Merge - this is simply one particular example of a class of devices. -AndrewDressel (talk) 02:16, 28 October 2009 (UTC)[reply]

A fat lie about DDT[edit]

"Continual spraying" the only way to make it work? This is such a huge lie I wonder who paid this guy to write such a thing. In Eastern Europe we used to spray walls of barns with DDT to prevent mosquitos, ticks and fleas from biting animals, one spraying took around 5 minutes and lasted for 3-4 months. It was effective, safe, cheap and fast, noone died from DDT, but the hysterical propaganda banned it from use.

Worthless device[edit]

I've used them. In theory they are supposed to work, but realistically they don't. The net develops holes eventually, and having just one tiny hole, renders the entire net useless because the mosquitos get in the net, but they can't get out, which results in numerous mosquito bites. Use a fan, bug repellant, and keep the windows closed. Inforazer 17:40, 11 September 2006 (UTC)[reply]

Just be careful not to tear a hole. Jidanni (talk) 07:34, 3 September 2015 (UTC)[reply]

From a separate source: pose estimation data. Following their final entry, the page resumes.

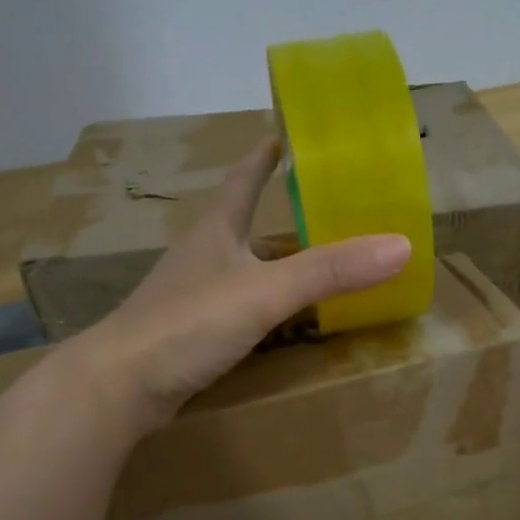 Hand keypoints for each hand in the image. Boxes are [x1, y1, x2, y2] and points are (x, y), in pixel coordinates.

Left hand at [56, 137, 410, 435]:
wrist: (119, 387)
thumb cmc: (188, 324)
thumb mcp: (264, 292)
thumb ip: (329, 271)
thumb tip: (401, 245)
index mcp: (216, 229)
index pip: (244, 177)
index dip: (266, 154)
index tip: (290, 132)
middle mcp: (203, 254)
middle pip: (245, 221)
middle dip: (280, 210)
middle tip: (328, 206)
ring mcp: (193, 294)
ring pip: (243, 266)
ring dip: (274, 260)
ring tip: (316, 259)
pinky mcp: (191, 331)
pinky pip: (239, 304)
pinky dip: (265, 301)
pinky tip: (282, 315) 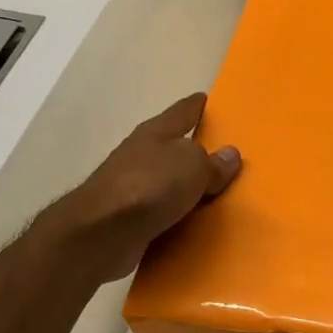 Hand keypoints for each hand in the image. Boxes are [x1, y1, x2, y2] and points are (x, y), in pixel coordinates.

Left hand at [59, 93, 240, 283]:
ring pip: (169, 183)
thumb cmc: (150, 185)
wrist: (103, 233)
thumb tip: (230, 154)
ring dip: (188, 188)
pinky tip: (197, 224)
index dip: (197, 105)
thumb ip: (213, 162)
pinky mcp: (130, 220)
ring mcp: (133, 188)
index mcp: (156, 133)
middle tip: (226, 156)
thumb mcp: (193, 165)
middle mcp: (142, 156)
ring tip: (218, 196)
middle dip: (196, 150)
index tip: (208, 100)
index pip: (182, 112)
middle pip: (174, 148)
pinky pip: (165, 214)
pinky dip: (180, 217) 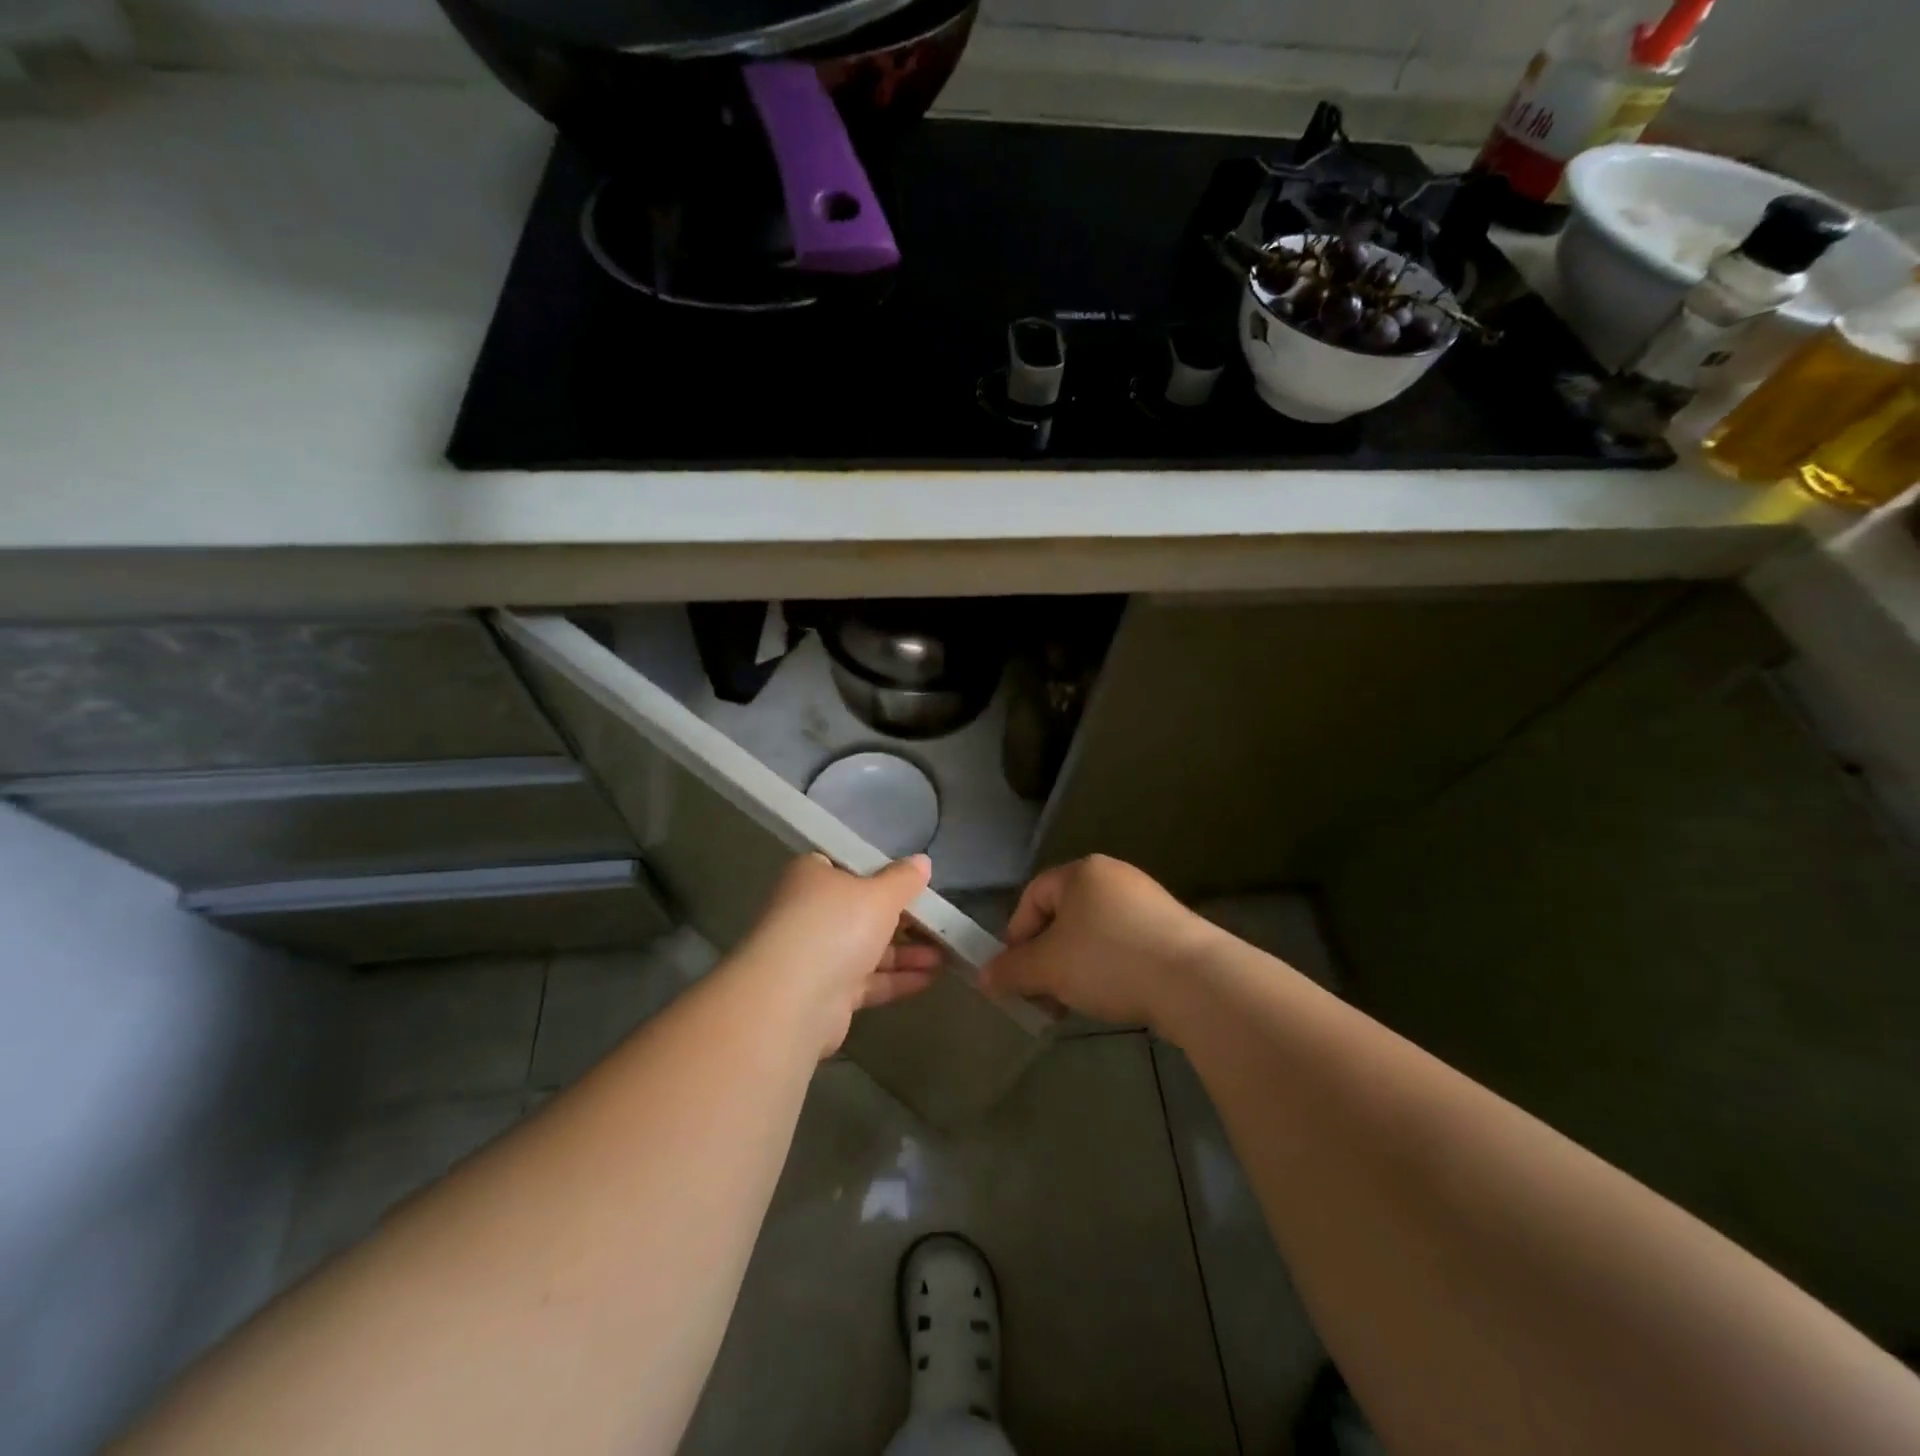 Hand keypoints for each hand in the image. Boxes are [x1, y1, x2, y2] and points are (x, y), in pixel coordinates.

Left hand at [735, 853, 942, 1058]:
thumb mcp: (880, 894)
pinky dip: (896, 979)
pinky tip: (931, 979)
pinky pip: (867, 981)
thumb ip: (904, 879)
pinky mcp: (826, 994)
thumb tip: (922, 861)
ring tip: (946, 955)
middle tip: (940, 922)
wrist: (793, 999)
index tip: (913, 883)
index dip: (881, 873)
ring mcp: (816, 955)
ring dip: (906, 952)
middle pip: (862, 911)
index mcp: (813, 876)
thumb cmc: (836, 926)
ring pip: (867, 948)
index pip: (847, 867)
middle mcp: (810, 913)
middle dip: (903, 919)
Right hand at [981, 855, 1219, 1029]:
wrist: (1193, 980)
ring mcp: (1148, 901)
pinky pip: (1125, 945)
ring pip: (1094, 934)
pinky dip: (1110, 968)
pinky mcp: (1173, 929)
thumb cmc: (1108, 960)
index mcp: (1081, 872)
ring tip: (1076, 1002)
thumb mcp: (1047, 968)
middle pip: (1064, 916)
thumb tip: (983, 978)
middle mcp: (1114, 877)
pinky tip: (1114, 996)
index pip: (1033, 895)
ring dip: (1076, 967)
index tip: (1016, 973)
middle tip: (1043, 994)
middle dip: (1047, 958)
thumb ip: (1010, 971)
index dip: (1017, 934)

I've useed them too (for over two years in the Dominican Republic). I like them, they are by far the most comfortable way to sleep in tropical areas with bugs. Fans rely on electricity, which is not always reliable; bug repellant, for continued use, is more expensive and uncomfortable than nets; and windows that close are not as ubiquitous in tropical areas as one might think, and with them closed the air is stagnant. My advice is to leave the windows open and use a net, just take care of it don't tear holes in it.

Would it make sense to mention that "bed net" is what the ITN/LLIN industry calls these mosquito nets?Redserenade (talk) 19:33, 8 September 2009 (UTC)[reply]

Just want to point out this is for if this page shohold merge!!!!!!!! —Preceding unsigned comment added by Zxcvbnmp (talkcontribs) 00:22, 17 March 2010 (UTC)[reply]

Moved from main article[edit]

The distribution of mosquito nets impregnated with insecticides such as permethrin or deltamethrin has been shown to be an extremely effective method of malaria prevention, and it is also one of the most cost-effective methods of prevention. These nets can often be obtained for around US$2.50 to US$3.50 (2 to €3) from the United Nations, the World Health Organization (WHO), and others. ITNs have been shown to be the most cost-effective prevention method against malaria and are part of WHO’s Millennium Development Goals (MDGs).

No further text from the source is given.